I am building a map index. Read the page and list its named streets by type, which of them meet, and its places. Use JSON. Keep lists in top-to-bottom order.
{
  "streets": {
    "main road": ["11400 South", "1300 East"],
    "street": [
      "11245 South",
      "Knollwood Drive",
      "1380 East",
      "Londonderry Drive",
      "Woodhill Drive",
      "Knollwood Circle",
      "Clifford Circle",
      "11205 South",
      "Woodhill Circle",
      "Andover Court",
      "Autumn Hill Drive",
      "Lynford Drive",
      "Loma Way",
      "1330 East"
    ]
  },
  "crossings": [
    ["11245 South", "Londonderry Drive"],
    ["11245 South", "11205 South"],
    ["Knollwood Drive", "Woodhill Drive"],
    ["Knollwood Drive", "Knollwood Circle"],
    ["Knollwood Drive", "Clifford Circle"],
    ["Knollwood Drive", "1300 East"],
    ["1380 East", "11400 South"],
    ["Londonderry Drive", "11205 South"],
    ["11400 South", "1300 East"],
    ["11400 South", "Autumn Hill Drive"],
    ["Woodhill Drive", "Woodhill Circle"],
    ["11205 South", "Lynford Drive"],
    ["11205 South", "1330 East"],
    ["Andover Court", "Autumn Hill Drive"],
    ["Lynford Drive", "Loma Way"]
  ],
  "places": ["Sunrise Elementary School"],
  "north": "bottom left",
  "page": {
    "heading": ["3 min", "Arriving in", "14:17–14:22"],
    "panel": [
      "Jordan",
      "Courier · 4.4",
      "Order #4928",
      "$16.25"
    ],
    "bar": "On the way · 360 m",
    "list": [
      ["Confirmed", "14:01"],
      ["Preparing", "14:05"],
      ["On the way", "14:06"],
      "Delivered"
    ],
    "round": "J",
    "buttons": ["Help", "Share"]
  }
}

** Work item **
Exact reproduction of the whole material is the required answer.

** Task output **
I am building a map index. Read the page and list its named streets by type, which of them meet, and its places. Use JSON. Keep lists in top-to-bottom order.
{
  "streets": {
    "main road": ["11400 South", "1300 East"],
    "street": [
      "11245 South",
      "Knollwood Drive",
      "1380 East",
      "Londonderry Drive",
      "Woodhill Drive",
      "Knollwood Circle",
      "Clifford Circle",
      "11205 South",
      "Woodhill Circle",
      "Andover Court",
      "Autumn Hill Drive",
      "Lynford Drive",
      "Loma Way",
      "1330 East"
    ]
  },
  "crossings": [
    ["11245 South", "Londonderry Drive"],
    ["11245 South", "11205 South"],
    ["Knollwood Drive", "Woodhill Drive"],
    ["Knollwood Drive", "Knollwood Circle"],
    ["Knollwood Drive", "Clifford Circle"],
    ["Knollwood Drive", "1300 East"],
    ["1380 East", "11400 South"],
    ["Londonderry Drive", "11205 South"],
    ["11400 South", "1300 East"],
    ["11400 South", "Autumn Hill Drive"],
    ["Woodhill Drive", "Woodhill Circle"],
    ["11205 South", "Lynford Drive"],
    ["11205 South", "1330 East"],
    ["Andover Court", "Autumn Hill Drive"],
    ["Lynford Drive", "Loma Way"]
  ],
  "places": ["Sunrise Elementary School"],
  "north": "bottom left",
  "page": {
    "heading": ["3 min", "Arriving in", "14:17–14:22"],
    "panel": [
      "Jordan",
      "Courier · 4.4",
      "Order #4928",
      "$16.25"
    ],
    "bar": "On the way · 360 m",
    "list": [
      ["Confirmed", "14:01"],
      ["Preparing", "14:05"],
      ["On the way", "14:06"],
      "Delivered"
    ],
    "round": "J",
    "buttons": ["Help", "Share"]
  }
}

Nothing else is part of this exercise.